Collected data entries
————————
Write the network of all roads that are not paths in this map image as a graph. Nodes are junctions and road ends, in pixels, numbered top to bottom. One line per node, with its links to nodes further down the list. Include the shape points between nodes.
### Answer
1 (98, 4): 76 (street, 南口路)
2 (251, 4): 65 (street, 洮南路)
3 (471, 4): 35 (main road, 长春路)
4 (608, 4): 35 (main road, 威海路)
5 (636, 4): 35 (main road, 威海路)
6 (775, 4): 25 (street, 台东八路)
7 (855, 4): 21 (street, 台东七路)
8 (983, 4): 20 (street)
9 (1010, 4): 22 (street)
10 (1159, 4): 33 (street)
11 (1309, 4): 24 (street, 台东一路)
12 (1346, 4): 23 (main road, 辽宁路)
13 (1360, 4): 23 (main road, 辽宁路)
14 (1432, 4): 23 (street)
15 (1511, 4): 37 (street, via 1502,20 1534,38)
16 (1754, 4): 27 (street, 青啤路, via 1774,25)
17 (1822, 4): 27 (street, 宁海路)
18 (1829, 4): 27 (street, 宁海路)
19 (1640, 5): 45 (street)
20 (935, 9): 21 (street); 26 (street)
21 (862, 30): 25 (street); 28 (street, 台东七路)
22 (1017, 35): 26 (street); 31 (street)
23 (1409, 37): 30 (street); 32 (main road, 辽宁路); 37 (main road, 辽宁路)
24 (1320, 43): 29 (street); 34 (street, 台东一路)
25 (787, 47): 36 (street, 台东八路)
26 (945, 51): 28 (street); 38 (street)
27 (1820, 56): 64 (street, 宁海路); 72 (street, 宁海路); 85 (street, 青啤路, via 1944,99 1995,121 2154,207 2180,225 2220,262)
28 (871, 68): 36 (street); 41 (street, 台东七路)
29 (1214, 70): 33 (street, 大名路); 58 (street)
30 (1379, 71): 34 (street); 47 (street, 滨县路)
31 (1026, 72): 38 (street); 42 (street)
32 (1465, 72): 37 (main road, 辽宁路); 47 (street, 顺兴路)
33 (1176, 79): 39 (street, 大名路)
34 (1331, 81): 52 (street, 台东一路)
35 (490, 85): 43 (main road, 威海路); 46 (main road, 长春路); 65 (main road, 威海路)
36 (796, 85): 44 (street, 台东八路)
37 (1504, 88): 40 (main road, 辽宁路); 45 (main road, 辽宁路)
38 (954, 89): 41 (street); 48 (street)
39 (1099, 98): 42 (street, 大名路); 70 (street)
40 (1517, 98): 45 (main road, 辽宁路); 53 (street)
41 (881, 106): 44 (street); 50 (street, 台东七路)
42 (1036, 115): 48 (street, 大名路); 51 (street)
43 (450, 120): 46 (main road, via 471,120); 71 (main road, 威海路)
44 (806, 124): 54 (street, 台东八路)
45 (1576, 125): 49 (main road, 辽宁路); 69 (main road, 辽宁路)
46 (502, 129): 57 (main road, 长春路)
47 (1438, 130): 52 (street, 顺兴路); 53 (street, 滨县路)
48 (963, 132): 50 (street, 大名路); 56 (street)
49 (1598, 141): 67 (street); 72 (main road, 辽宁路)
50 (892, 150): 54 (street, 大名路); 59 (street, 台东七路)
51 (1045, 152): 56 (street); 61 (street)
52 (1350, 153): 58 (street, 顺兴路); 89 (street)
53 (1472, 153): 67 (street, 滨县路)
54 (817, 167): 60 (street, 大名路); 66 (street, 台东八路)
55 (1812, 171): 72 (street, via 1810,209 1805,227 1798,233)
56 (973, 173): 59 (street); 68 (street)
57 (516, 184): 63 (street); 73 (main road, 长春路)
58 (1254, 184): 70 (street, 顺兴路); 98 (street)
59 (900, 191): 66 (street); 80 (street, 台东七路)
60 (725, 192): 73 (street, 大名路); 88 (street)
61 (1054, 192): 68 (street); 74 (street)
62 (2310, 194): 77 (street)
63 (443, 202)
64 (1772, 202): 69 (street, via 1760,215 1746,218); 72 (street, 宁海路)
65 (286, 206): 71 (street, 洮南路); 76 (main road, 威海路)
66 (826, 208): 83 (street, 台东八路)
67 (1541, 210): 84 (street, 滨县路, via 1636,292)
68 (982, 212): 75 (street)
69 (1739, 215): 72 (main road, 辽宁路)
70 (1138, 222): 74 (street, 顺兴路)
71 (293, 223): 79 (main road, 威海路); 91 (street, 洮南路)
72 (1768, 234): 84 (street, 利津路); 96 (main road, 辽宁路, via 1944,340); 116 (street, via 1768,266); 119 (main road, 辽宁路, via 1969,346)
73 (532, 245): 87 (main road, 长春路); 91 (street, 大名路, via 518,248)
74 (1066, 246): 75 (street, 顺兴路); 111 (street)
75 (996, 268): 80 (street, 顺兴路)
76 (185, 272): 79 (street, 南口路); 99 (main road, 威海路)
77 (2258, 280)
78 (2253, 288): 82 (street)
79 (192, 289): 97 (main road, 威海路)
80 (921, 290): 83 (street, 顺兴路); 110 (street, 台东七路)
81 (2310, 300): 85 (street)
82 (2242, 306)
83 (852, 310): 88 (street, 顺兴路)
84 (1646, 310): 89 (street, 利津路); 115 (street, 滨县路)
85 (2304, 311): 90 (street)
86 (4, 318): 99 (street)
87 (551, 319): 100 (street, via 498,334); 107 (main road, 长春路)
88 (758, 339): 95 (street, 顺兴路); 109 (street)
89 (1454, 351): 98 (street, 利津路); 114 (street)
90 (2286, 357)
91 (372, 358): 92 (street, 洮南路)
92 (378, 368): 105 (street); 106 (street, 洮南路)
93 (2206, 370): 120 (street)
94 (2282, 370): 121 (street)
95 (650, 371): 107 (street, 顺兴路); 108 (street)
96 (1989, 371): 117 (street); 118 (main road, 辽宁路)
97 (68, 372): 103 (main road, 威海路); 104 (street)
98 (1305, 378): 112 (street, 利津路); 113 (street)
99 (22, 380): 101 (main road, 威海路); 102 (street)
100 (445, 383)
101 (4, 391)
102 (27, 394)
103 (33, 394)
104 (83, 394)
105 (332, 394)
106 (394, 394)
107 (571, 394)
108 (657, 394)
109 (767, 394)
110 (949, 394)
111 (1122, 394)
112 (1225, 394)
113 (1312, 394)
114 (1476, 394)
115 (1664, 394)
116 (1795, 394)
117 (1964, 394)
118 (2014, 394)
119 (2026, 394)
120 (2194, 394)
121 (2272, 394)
————————
Word for word, reproduce every record shown above.

* _Result_
Write the network of all roads that are not paths in this map image as a graph. Nodes are junctions and road ends, in pixels, numbered top to bottom. One line per node, with its links to nodes further down the list. Include the shape points between nodes.
### Answer
1 (98, 4): 76 (street, 南口路)
2 (251, 4): 65 (street, 洮南路)
3 (471, 4): 35 (main road, 长春路)
4 (608, 4): 35 (main road, 威海路)
5 (636, 4): 35 (main road, 威海路)
6 (775, 4): 25 (street, 台东八路)
7 (855, 4): 21 (street, 台东七路)
8 (983, 4): 20 (street)
9 (1010, 4): 22 (street)
10 (1159, 4): 33 (street)
11 (1309, 4): 24 (street, 台东一路)
12 (1346, 4): 23 (main road, 辽宁路)
13 (1360, 4): 23 (main road, 辽宁路)
14 (1432, 4): 23 (street)
15 (1511, 4): 37 (street, via 1502,20 1534,38)
16 (1754, 4): 27 (street, 青啤路, via 1774,25)
17 (1822, 4): 27 (street, 宁海路)
18 (1829, 4): 27 (street, 宁海路)
19 (1640, 5): 45 (street)
20 (935, 9): 21 (street); 26 (street)
21 (862, 30): 25 (street); 28 (street, 台东七路)
22 (1017, 35): 26 (street); 31 (street)
23 (1409, 37): 30 (street); 32 (main road, 辽宁路); 37 (main road, 辽宁路)
24 (1320, 43): 29 (street); 34 (street, 台东一路)
25 (787, 47): 36 (street, 台东八路)
26 (945, 51): 28 (street); 38 (street)
27 (1820, 56): 64 (street, 宁海路); 72 (street, 宁海路); 85 (street, 青啤路, via 1944,99 1995,121 2154,207 2180,225 2220,262)
28 (871, 68): 36 (street); 41 (street, 台东七路)
29 (1214, 70): 33 (street, 大名路); 58 (street)
30 (1379, 71): 34 (street); 47 (street, 滨县路)
31 (1026, 72): 38 (street); 42 (street)
32 (1465, 72): 37 (main road, 辽宁路); 47 (street, 顺兴路)
33 (1176, 79): 39 (street, 大名路)
34 (1331, 81): 52 (street, 台东一路)
35 (490, 85): 43 (main road, 威海路); 46 (main road, 长春路); 65 (main road, 威海路)
36 (796, 85): 44 (street, 台东八路)
37 (1504, 88): 40 (main road, 辽宁路); 45 (main road, 辽宁路)
38 (954, 89): 41 (street); 48 (street)
39 (1099, 98): 42 (street, 大名路); 70 (street)
40 (1517, 98): 45 (main road, 辽宁路); 53 (street)
41 (881, 106): 44 (street); 50 (street, 台东七路)
42 (1036, 115): 48 (street, 大名路); 51 (street)
43 (450, 120): 46 (main road, via 471,120); 71 (main road, 威海路)
44 (806, 124): 54 (street, 台东八路)
45 (1576, 125): 49 (main road, 辽宁路); 69 (main road, 辽宁路)
46 (502, 129): 57 (main road, 长春路)
47 (1438, 130): 52 (street, 顺兴路); 53 (street, 滨县路)
48 (963, 132): 50 (street, 大名路); 56 (street)
49 (1598, 141): 67 (street); 72 (main road, 辽宁路)
50 (892, 150): 54 (street, 大名路); 59 (street, 台东七路)
51 (1045, 152): 56 (street); 61 (street)
52 (1350, 153): 58 (street, 顺兴路); 89 (street)
53 (1472, 153): 67 (street, 滨县路)
54 (817, 167): 60 (street, 大名路); 66 (street, 台东八路)
55 (1812, 171): 72 (street, via 1810,209 1805,227 1798,233)
56 (973, 173): 59 (street); 68 (street)
57 (516, 184): 63 (street); 73 (main road, 长春路)
58 (1254, 184): 70 (street, 顺兴路); 98 (street)
59 (900, 191): 66 (street); 80 (street, 台东七路)
60 (725, 192): 73 (street, 大名路); 88 (street)
61 (1054, 192): 68 (street); 74 (street)
62 (2310, 194): 77 (street)
63 (443, 202)
64 (1772, 202): 69 (street, via 1760,215 1746,218); 72 (street, 宁海路)
65 (286, 206): 71 (street, 洮南路); 76 (main road, 威海路)
66 (826, 208): 83 (street, 台东八路)
67 (1541, 210): 84 (street, 滨县路, via 1636,292)
68 (982, 212): 75 (street)
69 (1739, 215): 72 (main road, 辽宁路)
70 (1138, 222): 74 (street, 顺兴路)
71 (293, 223): 79 (main road, 威海路); 91 (street, 洮南路)
72 (1768, 234): 84 (street, 利津路); 96 (main road, 辽宁路, via 1944,340); 116 (street, via 1768,266); 119 (main road, 辽宁路, via 1969,346)
73 (532, 245): 87 (main road, 长春路); 91 (street, 大名路, via 518,248)
74 (1066, 246): 75 (street, 顺兴路); 111 (street)
75 (996, 268): 80 (street, 顺兴路)
76 (185, 272): 79 (street, 南口路); 99 (main road, 威海路)
77 (2258, 280)
78 (2253, 288): 82 (street)
79 (192, 289): 97 (main road, 威海路)
80 (921, 290): 83 (street, 顺兴路); 110 (street, 台东七路)
81 (2310, 300): 85 (street)
82 (2242, 306)
83 (852, 310): 88 (street, 顺兴路)
84 (1646, 310): 89 (street, 利津路); 115 (street, 滨县路)
85 (2304, 311): 90 (street)
86 (4, 318): 99 (street)
87 (551, 319): 100 (street, via 498,334); 107 (main road, 长春路)
88 (758, 339): 95 (street, 顺兴路); 109 (street)
89 (1454, 351): 98 (street, 利津路); 114 (street)
90 (2286, 357)
91 (372, 358): 92 (street, 洮南路)
92 (378, 368): 105 (street); 106 (street, 洮南路)
93 (2206, 370): 120 (street)
94 (2282, 370): 121 (street)
95 (650, 371): 107 (street, 顺兴路); 108 (street)
96 (1989, 371): 117 (street); 118 (main road, 辽宁路)
97 (68, 372): 103 (main road, 威海路); 104 (street)
98 (1305, 378): 112 (street, 利津路); 113 (street)
99 (22, 380): 101 (main road, 威海路); 102 (street)
100 (445, 383)
101 (4, 391)
102 (27, 394)
103 (33, 394)
104 (83, 394)
105 (332, 394)
106 (394, 394)
107 (571, 394)
108 (657, 394)
109 (767, 394)
110 (949, 394)
111 (1122, 394)
112 (1225, 394)
113 (1312, 394)
114 (1476, 394)
115 (1664, 394)
116 (1795, 394)
117 (1964, 394)
118 (2014, 394)
119 (2026, 394)
120 (2194, 394)
121 (2272, 394)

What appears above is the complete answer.